Scientific Investigations Report 2007–5164
U.S. GEOLOGICAL SURVEY
Scientific Investigations Report 2007–5164
Cougar Reservoir was a substantial source of sediment to the South Fork and mainstem McKenzie Rivers between spring 2002 and December 2003. However, sediment transport decreased during calendar year 2004, effectively muting the relative importance of Cougar Reservoir and elevating the relative contribution from upstream sources on the mainstem. Evidence for the importance of Cougar Reservoir releases includes the increased turbidity and suspended-sediment concentrations at CGRO and VIDA as compared to upstream sites not influenced by Cougar Reservoir, the large proportion of the annual load at VIDA that was accounted for by the load at CGRO during water years 2003 and 2004, and the increased percentage of fine material collected by infiltration bags during 2003–04. Erosion of the deltaic sediments within the drawn-down, upstream reaches of the reservoir, which occurred primarily during spring 2002 and then episodically during the winters of 2002 and 2003, was apparently the largest source of sediment; however, the lack of turbidity monitoring at VIDA, MRBO, and BLUE until January 2003 make complete assessment of the relative contributions from the reservoir impossible. Judging from a mass balance on the suspended-sediment loads, most of the suspended sediment transported from Cougar Reservoir to the McKenzie River during 2003–05 also was transported downstream beyond the VIDA station.
DDT and its metabolites (ΣDDx) were detected in the reservoir and streambank sediments, as well as in upland soils, prior to this study. However, the concentrations were low, requiring a large re-mobilization of sediments, with suspended-sediment concentrations possibly greater than 100 mg/L, for the ΣDDx to be transported downstream in detectable concentrations. The reservoir likely was a sink for DDT applied to the South Fork basin during the 1960s, whereas applications to the other sections of the McKenzie River basin probably were acting as sources since the 1960s. Transport of sediment from Cougar Reservoir during the drawdown may have caused small amounts of ΣDDx to be released from the reservoir but ΣDDx probably would have been diluted to non-detectable concentrations by the time it entered the McKenzie River. The detection of low concentrations of ΣDDx only in infiltration bags downstream of Cougar Reservoir and at VIDA supports the idea that the effect of the ΣDDx release from the reservoir was limited.
Lessons learned from the experience at Cougar Reservoir can be useful for reservoir management within the Willamette River Basin and for future reservoir construction if substantial drawdowns below the normal low pool are required.
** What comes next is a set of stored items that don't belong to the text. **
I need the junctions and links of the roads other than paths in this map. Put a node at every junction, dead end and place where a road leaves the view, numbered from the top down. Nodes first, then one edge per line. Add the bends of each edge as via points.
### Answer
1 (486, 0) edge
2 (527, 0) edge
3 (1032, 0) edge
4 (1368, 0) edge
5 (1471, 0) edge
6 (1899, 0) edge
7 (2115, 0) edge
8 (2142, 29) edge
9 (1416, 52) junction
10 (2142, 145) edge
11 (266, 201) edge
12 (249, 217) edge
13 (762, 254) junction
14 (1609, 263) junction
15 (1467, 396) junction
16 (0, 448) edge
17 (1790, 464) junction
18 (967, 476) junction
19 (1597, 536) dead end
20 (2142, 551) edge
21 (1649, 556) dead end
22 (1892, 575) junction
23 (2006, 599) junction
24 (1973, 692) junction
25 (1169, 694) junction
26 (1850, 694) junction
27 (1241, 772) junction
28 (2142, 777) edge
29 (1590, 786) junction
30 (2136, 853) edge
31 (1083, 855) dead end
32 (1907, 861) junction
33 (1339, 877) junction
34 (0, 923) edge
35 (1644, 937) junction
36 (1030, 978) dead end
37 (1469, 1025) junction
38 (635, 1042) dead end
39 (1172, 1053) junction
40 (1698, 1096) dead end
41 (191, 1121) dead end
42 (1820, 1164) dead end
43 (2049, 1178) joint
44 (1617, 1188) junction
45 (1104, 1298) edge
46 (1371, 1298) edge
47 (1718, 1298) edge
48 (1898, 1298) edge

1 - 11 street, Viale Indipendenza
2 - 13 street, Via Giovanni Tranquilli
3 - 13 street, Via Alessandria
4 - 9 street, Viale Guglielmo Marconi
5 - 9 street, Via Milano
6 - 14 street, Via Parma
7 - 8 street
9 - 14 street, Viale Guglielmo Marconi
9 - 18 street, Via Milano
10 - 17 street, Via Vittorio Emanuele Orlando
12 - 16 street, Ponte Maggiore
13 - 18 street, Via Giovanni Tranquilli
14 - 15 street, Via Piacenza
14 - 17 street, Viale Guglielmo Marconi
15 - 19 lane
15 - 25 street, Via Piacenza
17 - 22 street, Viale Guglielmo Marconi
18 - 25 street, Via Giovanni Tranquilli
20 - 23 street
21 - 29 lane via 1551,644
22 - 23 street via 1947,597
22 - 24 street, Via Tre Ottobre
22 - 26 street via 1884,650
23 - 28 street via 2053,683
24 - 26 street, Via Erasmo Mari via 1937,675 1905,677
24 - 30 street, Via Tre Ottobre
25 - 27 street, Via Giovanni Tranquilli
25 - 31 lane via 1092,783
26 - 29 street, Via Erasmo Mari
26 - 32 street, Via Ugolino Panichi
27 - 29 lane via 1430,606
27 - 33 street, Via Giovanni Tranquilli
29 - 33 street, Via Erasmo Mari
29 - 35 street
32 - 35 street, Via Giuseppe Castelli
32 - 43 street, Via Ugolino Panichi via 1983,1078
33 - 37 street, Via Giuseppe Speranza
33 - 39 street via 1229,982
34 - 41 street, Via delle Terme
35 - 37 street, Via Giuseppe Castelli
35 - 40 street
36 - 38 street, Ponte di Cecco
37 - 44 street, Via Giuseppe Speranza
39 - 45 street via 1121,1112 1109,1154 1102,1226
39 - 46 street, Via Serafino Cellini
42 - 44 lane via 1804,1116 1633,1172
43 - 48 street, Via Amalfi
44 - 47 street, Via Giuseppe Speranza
Although careful management of reservoir pool elevations and streamflows might avoid some problems from migration of exposed channels and downstream sediment transport, some amount of erosion may be unavoidable. Installation of a complete network of turbidity monitoring, coupled with collection of suspended-sediment data prior to the drawdown, would allow for better post-construction evaluation of the role of the construction on sediment transport and areas of likely deposition. The role of normal flood-control reservoir operation practices in downstream deposition of fine materials also remains unclear. Additional investigations of sediment deposition patterns, using either freeze cores, infiltration bags, or other methods, may help confirm whether processes common to reservoir management contribute to increased deposition of fine material. The generation of periodic, bed-moving events in reservoir tailraces also may help minimize the accumulation of fine sediment.